**WORK TASK**:
Could you return only the lines that run from the line with "Turn all roads" through the final line of the data, exactly as they stand?

*** Opening SOURCE MATERIAL ***

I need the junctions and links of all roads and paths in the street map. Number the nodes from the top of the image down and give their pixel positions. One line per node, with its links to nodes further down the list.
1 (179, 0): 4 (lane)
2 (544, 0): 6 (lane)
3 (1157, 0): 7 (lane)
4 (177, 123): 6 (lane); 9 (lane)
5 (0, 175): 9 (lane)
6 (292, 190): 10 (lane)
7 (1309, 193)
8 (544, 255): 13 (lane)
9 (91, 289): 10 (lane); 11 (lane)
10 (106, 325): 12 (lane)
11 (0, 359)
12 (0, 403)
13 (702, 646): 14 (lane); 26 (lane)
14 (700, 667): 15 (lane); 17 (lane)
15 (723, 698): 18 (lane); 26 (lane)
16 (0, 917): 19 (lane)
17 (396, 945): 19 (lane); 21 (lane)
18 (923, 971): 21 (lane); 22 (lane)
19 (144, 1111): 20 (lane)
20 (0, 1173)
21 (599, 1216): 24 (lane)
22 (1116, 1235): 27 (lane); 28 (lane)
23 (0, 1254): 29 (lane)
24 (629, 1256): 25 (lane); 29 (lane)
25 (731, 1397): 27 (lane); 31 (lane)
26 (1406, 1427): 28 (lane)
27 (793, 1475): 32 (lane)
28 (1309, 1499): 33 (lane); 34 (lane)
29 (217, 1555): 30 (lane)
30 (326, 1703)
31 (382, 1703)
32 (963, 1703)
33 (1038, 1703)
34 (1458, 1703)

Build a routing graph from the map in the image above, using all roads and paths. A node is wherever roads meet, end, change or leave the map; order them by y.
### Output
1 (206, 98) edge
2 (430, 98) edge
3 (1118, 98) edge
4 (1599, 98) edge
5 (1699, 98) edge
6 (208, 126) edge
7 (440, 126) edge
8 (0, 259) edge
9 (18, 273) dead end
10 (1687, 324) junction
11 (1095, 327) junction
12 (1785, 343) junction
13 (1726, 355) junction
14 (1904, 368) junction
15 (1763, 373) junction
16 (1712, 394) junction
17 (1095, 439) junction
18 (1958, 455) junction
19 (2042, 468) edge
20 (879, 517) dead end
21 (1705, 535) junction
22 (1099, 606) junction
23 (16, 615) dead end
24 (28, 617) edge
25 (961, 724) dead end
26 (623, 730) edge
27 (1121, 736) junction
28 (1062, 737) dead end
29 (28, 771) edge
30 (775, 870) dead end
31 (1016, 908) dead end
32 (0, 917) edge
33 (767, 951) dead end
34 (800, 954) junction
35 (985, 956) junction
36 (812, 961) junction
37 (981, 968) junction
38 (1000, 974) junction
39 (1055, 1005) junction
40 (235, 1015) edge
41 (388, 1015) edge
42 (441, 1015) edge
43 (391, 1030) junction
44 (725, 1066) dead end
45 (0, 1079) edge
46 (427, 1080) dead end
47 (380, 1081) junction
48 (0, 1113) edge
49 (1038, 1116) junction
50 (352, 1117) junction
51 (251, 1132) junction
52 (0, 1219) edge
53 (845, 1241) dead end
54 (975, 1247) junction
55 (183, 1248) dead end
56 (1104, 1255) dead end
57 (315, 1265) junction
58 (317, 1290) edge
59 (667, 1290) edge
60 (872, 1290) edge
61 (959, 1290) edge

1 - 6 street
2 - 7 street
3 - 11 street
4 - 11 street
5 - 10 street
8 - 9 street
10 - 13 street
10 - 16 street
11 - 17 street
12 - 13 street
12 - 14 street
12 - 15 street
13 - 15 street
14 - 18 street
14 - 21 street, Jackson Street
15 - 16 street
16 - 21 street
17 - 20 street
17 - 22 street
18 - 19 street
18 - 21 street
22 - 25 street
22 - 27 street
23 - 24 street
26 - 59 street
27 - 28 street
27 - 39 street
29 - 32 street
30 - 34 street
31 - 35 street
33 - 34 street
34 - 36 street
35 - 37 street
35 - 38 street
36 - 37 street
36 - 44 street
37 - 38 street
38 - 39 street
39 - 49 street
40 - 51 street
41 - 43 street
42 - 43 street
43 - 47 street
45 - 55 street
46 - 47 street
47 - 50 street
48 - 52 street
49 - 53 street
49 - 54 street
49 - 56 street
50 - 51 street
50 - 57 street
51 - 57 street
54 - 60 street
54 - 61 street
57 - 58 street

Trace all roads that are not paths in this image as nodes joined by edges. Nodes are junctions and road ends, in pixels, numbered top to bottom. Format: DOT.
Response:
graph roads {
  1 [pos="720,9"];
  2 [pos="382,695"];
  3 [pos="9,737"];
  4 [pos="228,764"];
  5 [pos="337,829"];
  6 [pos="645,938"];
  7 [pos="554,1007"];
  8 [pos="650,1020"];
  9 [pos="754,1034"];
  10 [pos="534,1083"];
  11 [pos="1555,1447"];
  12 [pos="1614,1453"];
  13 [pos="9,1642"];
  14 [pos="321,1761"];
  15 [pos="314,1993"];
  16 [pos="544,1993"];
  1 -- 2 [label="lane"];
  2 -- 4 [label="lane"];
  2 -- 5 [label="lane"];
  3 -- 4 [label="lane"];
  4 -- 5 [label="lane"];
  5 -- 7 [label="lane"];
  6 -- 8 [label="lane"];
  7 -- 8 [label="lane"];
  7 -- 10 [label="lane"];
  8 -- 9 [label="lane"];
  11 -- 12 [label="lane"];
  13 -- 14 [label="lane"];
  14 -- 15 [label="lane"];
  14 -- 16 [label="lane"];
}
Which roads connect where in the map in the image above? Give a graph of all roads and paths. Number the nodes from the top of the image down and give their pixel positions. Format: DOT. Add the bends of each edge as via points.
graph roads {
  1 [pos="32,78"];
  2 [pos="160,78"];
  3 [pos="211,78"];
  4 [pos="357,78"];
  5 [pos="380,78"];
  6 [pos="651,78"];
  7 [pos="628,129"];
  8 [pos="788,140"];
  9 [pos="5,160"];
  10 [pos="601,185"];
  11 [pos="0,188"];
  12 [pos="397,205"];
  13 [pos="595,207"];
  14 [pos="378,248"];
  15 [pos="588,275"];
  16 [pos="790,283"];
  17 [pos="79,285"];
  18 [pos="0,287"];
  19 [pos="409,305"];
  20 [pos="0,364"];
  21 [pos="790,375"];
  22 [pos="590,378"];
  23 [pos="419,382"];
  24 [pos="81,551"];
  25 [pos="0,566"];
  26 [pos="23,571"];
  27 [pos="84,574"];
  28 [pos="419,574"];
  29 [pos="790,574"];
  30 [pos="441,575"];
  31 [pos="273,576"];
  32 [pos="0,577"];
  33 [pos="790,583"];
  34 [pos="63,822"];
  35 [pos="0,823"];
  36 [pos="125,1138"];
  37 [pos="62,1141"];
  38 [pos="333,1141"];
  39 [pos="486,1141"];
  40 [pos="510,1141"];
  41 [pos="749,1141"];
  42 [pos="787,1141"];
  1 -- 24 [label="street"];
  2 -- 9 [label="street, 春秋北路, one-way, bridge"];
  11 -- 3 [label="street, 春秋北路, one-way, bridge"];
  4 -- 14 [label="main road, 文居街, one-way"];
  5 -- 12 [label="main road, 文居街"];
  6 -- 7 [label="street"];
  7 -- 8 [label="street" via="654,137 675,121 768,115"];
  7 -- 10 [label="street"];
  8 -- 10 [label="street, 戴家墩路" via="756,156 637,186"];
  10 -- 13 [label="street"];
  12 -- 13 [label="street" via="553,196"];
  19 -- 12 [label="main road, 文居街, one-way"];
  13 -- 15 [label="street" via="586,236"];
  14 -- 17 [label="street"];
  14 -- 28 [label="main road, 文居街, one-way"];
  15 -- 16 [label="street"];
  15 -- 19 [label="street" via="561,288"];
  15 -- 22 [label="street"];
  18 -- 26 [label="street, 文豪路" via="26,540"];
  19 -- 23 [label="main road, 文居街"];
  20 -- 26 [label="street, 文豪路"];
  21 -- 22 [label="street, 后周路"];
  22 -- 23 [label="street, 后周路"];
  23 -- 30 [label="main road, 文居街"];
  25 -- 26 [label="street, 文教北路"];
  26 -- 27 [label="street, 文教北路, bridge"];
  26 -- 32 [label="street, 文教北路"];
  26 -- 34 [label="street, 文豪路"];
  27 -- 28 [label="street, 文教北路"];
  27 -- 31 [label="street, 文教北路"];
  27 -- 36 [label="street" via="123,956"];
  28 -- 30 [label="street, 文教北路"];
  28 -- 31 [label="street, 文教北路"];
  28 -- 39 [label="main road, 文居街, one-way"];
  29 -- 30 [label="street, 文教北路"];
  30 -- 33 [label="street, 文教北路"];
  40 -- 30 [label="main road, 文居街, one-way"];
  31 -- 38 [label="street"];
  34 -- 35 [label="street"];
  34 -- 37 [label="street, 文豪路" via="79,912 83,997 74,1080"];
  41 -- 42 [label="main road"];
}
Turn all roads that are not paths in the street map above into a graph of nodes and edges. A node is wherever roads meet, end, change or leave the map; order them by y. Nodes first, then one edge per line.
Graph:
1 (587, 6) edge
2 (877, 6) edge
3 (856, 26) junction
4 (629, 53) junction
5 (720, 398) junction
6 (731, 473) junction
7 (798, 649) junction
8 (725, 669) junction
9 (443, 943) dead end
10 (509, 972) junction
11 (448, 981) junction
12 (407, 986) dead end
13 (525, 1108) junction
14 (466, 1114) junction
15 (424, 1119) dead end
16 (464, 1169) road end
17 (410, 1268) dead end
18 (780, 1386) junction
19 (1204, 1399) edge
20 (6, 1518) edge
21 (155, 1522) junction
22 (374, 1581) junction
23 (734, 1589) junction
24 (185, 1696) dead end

*** Closing SOURCE MATERIAL ***

**WRITTEN SOLUTION**:
Turn all roads that are not paths in the street map above into a graph of nodes and edges. A node is wherever roads meet, end, change or leave the map; order them by y. Nodes first, then one edge per line.
Graph:
1 (587, 6) edge
2 (877, 6) edge
3 (856, 26) junction
4 (629, 53) junction
5 (720, 398) junction
6 (731, 473) junction
7 (798, 649) junction
8 (725, 669) junction
9 (443, 943) dead end
10 (509, 972) junction
11 (448, 981) junction
12 (407, 986) dead end
13 (525, 1108) junction
14 (466, 1114) junction
15 (424, 1119) dead end
16 (464, 1169) road end
17 (410, 1268) dead end
18 (780, 1386) junction
19 (1204, 1399) edge
20 (6, 1518) edge
21 (155, 1522) junction
22 (374, 1581) junction
23 (734, 1589) junction
24 (185, 1696) dead end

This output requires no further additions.